ECOSYSTEM FLIPS, LOCKS, AND FEEDBACKS: THE LASTING EFFECTS OF FISHERIES ON MAINE'S KELP FOREST ECOSYSTEM

Ecosysteins can flip and, as a result of reinforcing feedback mechanisms, lock into alternative stable states. We studied this process in a kelp-forest ecosystem in Maine, USA, for nearly four decades and found two stable states: one dominated by green sea urchins and crustose coralline algae and the other by erect fleshy macroalgae. Herbivory by urchins drives algal deforestation, but declined after fishing for sea urchins began in 1987. As the fishery expanded northeastward, so did phase shifts to macroalgae. By 2000, macroalgae dominated nearly all of coastal Maine.

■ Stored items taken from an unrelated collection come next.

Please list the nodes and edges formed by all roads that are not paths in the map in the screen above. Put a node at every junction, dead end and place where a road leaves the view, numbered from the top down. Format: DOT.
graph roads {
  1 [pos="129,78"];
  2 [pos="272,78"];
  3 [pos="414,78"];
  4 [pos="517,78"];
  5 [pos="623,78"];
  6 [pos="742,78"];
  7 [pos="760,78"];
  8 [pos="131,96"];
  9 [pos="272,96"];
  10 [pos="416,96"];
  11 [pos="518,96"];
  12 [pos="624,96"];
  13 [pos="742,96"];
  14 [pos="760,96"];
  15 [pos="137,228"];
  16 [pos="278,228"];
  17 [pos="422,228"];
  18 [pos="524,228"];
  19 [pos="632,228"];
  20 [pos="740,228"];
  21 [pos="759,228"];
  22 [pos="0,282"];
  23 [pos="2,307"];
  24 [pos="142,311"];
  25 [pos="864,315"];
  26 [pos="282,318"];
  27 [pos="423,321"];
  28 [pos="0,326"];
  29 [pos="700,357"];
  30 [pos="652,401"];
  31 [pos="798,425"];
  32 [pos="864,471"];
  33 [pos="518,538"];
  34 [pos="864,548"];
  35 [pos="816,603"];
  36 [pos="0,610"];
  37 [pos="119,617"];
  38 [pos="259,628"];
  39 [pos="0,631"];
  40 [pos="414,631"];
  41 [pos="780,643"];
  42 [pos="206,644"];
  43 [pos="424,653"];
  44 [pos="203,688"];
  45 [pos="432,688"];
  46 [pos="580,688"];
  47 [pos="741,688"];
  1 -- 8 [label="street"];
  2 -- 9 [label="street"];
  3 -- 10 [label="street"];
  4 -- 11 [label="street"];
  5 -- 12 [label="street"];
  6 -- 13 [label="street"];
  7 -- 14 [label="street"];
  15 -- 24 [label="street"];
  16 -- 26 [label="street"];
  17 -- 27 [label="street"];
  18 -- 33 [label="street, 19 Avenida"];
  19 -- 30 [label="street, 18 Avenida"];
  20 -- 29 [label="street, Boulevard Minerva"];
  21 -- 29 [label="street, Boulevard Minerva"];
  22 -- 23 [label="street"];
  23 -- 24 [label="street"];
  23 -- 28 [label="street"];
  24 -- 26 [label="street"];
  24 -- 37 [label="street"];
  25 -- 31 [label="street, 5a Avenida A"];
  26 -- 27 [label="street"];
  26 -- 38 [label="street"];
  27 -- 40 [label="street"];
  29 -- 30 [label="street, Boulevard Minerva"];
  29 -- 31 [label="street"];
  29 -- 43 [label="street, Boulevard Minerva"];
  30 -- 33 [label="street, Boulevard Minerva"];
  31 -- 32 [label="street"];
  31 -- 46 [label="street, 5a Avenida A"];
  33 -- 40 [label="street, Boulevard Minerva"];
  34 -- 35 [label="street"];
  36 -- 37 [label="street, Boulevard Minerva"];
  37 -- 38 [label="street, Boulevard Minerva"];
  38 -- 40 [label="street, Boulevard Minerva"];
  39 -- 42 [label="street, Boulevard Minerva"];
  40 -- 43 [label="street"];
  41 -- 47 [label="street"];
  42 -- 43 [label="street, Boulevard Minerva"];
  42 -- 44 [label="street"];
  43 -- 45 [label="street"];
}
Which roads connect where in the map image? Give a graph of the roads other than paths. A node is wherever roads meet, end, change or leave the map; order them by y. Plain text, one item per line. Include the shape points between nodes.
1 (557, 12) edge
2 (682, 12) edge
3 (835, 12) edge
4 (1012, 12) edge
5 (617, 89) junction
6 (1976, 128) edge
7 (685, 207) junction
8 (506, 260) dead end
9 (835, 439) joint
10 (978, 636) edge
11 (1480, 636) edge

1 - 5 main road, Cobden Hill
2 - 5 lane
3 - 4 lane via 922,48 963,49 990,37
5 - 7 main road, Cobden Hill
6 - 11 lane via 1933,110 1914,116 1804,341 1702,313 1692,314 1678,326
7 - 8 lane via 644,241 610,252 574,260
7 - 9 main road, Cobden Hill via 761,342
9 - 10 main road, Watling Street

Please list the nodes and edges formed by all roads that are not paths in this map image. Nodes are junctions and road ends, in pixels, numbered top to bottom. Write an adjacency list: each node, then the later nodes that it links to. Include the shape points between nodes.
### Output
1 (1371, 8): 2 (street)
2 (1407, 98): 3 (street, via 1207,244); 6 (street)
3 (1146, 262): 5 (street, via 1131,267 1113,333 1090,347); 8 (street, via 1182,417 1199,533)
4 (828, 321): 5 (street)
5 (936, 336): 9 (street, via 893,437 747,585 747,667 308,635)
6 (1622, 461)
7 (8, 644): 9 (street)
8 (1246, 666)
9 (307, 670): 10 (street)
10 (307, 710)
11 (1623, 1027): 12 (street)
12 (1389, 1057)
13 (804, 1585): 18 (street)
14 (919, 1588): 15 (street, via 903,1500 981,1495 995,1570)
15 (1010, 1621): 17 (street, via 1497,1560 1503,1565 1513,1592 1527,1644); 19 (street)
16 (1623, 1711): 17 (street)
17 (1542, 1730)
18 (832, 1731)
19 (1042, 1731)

Monitoring newly settled sea urchins between 1996 and 2002 revealed sites with thousands of settlers per square meter per year, but virtually none survived to become adults. Algal succession to densely branched morphologies may create nursery habitat for settling crabs that prey on settling sea urchins. Experiments intended to restore herbivory to prefishing levels, through translocation of 51,000 adult sea urchins over two consecutive years at multiple release sites (with controls), resulted in complete urchin mortality both years as a result of predation by large migratory Cancer borealis Stimpson, 1859 crabs. Population densities of this crab increased fivefold coastwide soon after the macroalgal phase shift. Persistent absence of urchins (even in no-take reserves) probably resulted from predation on newly settled and/or adult urchins. Fisheries-induced declines in herbivory may therefore have improved recruitment potential for predatory crabs that then became the region's new apex predator. Cascading sequential processes of herbivory, recruitment, and predation create reinforcing feedback, effectively locking this ecosystem into alternative stable states.